The task calls for an exact copy of the records, without any images.
Segment Start: Raw data
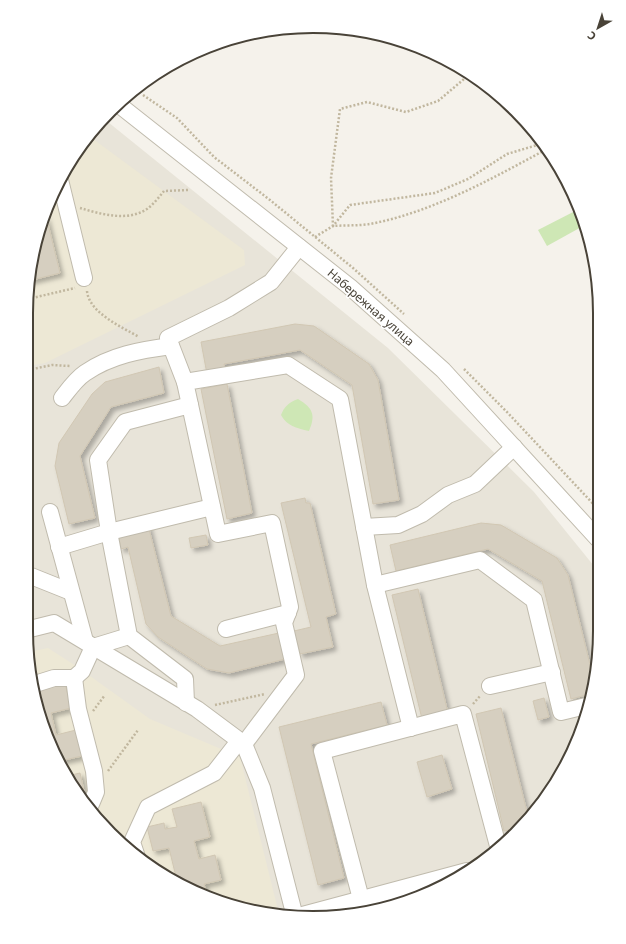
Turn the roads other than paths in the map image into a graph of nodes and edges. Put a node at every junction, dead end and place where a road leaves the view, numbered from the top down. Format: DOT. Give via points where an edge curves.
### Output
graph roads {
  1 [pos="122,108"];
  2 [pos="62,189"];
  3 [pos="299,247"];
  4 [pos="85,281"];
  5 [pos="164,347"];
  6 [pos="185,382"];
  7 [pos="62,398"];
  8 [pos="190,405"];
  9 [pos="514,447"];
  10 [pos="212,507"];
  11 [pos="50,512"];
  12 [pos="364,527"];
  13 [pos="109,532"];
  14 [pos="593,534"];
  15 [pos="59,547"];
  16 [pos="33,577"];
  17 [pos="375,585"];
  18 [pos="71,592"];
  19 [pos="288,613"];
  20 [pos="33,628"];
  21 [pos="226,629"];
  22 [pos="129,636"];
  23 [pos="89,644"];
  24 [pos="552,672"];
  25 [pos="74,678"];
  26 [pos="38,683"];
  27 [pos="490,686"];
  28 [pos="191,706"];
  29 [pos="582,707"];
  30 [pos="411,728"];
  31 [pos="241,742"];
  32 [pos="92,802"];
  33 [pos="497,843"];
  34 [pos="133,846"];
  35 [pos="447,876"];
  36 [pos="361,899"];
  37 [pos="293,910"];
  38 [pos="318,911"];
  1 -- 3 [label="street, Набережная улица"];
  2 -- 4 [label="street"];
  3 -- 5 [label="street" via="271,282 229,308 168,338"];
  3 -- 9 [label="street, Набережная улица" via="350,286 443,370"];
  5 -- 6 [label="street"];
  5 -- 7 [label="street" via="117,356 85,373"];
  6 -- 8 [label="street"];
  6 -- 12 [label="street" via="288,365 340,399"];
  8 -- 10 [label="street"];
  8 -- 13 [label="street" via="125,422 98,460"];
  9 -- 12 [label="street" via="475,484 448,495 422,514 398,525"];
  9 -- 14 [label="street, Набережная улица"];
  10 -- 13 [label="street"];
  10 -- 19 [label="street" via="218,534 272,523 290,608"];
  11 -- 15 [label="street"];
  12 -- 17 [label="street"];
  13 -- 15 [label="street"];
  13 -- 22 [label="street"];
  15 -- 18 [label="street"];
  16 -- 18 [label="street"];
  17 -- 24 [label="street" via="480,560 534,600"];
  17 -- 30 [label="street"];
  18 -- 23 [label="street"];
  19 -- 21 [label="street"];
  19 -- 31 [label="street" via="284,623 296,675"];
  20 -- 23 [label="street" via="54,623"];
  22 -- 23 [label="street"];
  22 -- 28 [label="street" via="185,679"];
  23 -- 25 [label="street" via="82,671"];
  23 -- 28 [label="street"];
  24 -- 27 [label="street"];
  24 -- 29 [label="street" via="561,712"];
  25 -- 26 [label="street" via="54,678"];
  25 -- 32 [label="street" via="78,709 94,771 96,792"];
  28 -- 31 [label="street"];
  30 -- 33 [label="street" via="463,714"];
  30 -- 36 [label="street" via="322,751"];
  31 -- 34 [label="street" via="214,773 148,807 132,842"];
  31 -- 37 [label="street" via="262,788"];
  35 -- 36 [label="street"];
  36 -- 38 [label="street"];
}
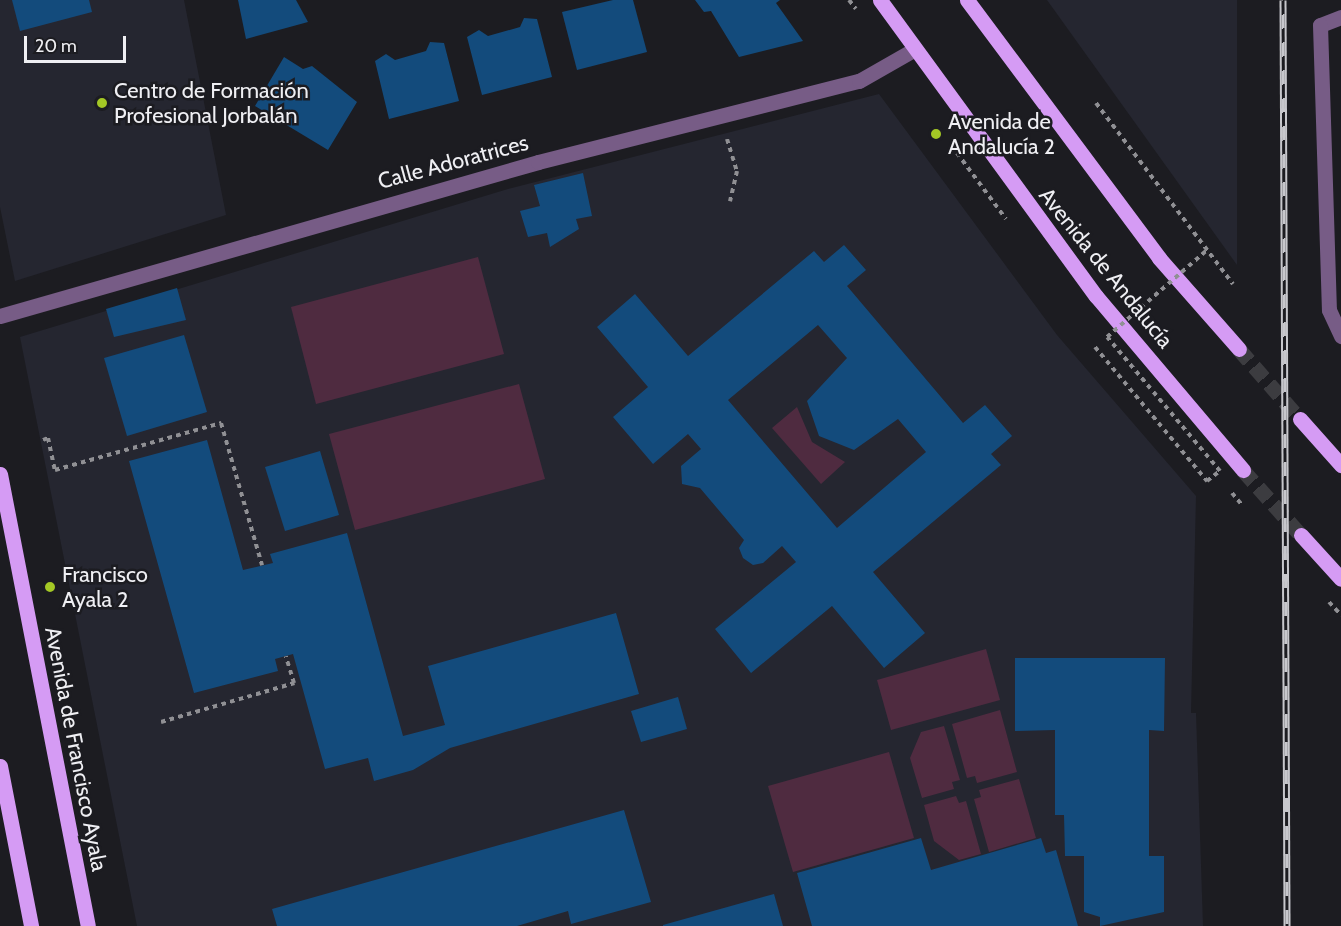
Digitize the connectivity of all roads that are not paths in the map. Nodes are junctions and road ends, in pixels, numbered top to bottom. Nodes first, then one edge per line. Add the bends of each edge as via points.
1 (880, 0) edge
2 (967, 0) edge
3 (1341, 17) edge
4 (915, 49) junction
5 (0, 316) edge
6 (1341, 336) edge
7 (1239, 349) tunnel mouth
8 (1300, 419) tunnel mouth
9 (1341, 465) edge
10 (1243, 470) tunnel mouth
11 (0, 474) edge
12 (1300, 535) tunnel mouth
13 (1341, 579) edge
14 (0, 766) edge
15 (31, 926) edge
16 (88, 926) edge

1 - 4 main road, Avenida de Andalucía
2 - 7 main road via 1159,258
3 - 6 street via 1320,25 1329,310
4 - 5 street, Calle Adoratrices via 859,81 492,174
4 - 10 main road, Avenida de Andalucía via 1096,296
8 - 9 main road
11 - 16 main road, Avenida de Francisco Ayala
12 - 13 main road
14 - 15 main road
Segment End: Raw data
• **Output for this task**
Turn the roads other than paths in the map image into a graph of nodes and edges. Put a node at every junction, dead end and place where a road leaves the view, numbered from the top down. Format: DOT. Give via points where an edge curves.
### Output
graph roads {
  1 [pos="122,108"];
  2 [pos="62,189"];
  3 [pos="299,247"];
  4 [pos="85,281"];
  5 [pos="164,347"];
  6 [pos="185,382"];
  7 [pos="62,398"];
  8 [pos="190,405"];
  9 [pos="514,447"];
  10 [pos="212,507"];
  11 [pos="50,512"];
  12 [pos="364,527"];
  13 [pos="109,532"];
  14 [pos="593,534"];
  15 [pos="59,547"];
  16 [pos="33,577"];
  17 [pos="375,585"];
  18 [pos="71,592"];
  19 [pos="288,613"];
  20 [pos="33,628"];
  21 [pos="226,629"];
  22 [pos="129,636"];
  23 [pos="89,644"];
  24 [pos="552,672"];
  25 [pos="74,678"];
  26 [pos="38,683"];
  27 [pos="490,686"];
  28 [pos="191,706"];
  29 [pos="582,707"];
  30 [pos="411,728"];
  31 [pos="241,742"];
  32 [pos="92,802"];
  33 [pos="497,843"];
  34 [pos="133,846"];
  35 [pos="447,876"];
  36 [pos="361,899"];
  37 [pos="293,910"];
  38 [pos="318,911"];
  1 -- 3 [label="street, Набережная улица"];
  2 -- 4 [label="street"];
  3 -- 5 [label="street" via="271,282 229,308 168,338"];
  3 -- 9 [label="street, Набережная улица" via="350,286 443,370"];
  5 -- 6 [label="street"];
  5 -- 7 [label="street" via="117,356 85,373"];
  6 -- 8 [label="street"];
  6 -- 12 [label="street" via="288,365 340,399"];
  8 -- 10 [label="street"];
  8 -- 13 [label="street" via="125,422 98,460"];
  9 -- 12 [label="street" via="475,484 448,495 422,514 398,525"];
  9 -- 14 [label="street, Набережная улица"];
  10 -- 13 [label="street"];
  10 -- 19 [label="street" via="218,534 272,523 290,608"];
  11 -- 15 [label="street"];
  12 -- 17 [label="street"];
  13 -- 15 [label="street"];
  13 -- 22 [label="street"];
  15 -- 18 [label="street"];
  16 -- 18 [label="street"];
  17 -- 24 [label="street" via="480,560 534,600"];
  17 -- 30 [label="street"];
  18 -- 23 [label="street"];
  19 -- 21 [label="street"];
  19 -- 31 [label="street" via="284,623 296,675"];
  20 -- 23 [label="street" via="54,623"];
  22 -- 23 [label="street"];
  22 -- 28 [label="street" via="185,679"];
  23 -- 25 [label="street" via="82,671"];
  23 -- 28 [label="street"];
  24 -- 27 [label="street"];
  24 -- 29 [label="street" via="561,712"];
  25 -- 26 [label="street" via="54,678"];
  25 -- 32 [label="street" via="78,709 94,771 96,792"];
  28 -- 31 [label="street"];
  30 -- 33 [label="street" via="463,714"];
  30 -- 36 [label="street" via="322,751"];
  31 -- 34 [label="street" via="214,773 148,807 132,842"];
  31 -- 37 [label="street" via="262,788"];
  35 -- 36 [label="street"];
  36 -- 38 [label="street"];
}
Digitize the connectivity of all roads that are not paths in the map. Nodes are junctions and road ends, in pixels, numbered top to bottom. Nodes first, then one edge per line. Add the bends of each edge as via points.
1 (880, 0) edge
2 (967, 0) edge
3 (1341, 17) edge
4 (915, 49) junction
5 (0, 316) edge
6 (1341, 336) edge
7 (1239, 349) tunnel mouth
8 (1300, 419) tunnel mouth
9 (1341, 465) edge
10 (1243, 470) tunnel mouth
11 (0, 474) edge
12 (1300, 535) tunnel mouth
13 (1341, 579) edge
14 (0, 766) edge
15 (31, 926) edge
16 (88, 926) edge

1 - 4 main road, Avenida de Andalucía
2 - 7 main road via 1159,258
3 - 6 street via 1320,25 1329,310
4 - 5 street, Calle Adoratrices via 859,81 492,174
4 - 10 main road, Avenida de Andalucía via 1096,296
8 - 9 main road
11 - 16 main road, Avenida de Francisco Ayala
12 - 13 main road
14 - 15 main road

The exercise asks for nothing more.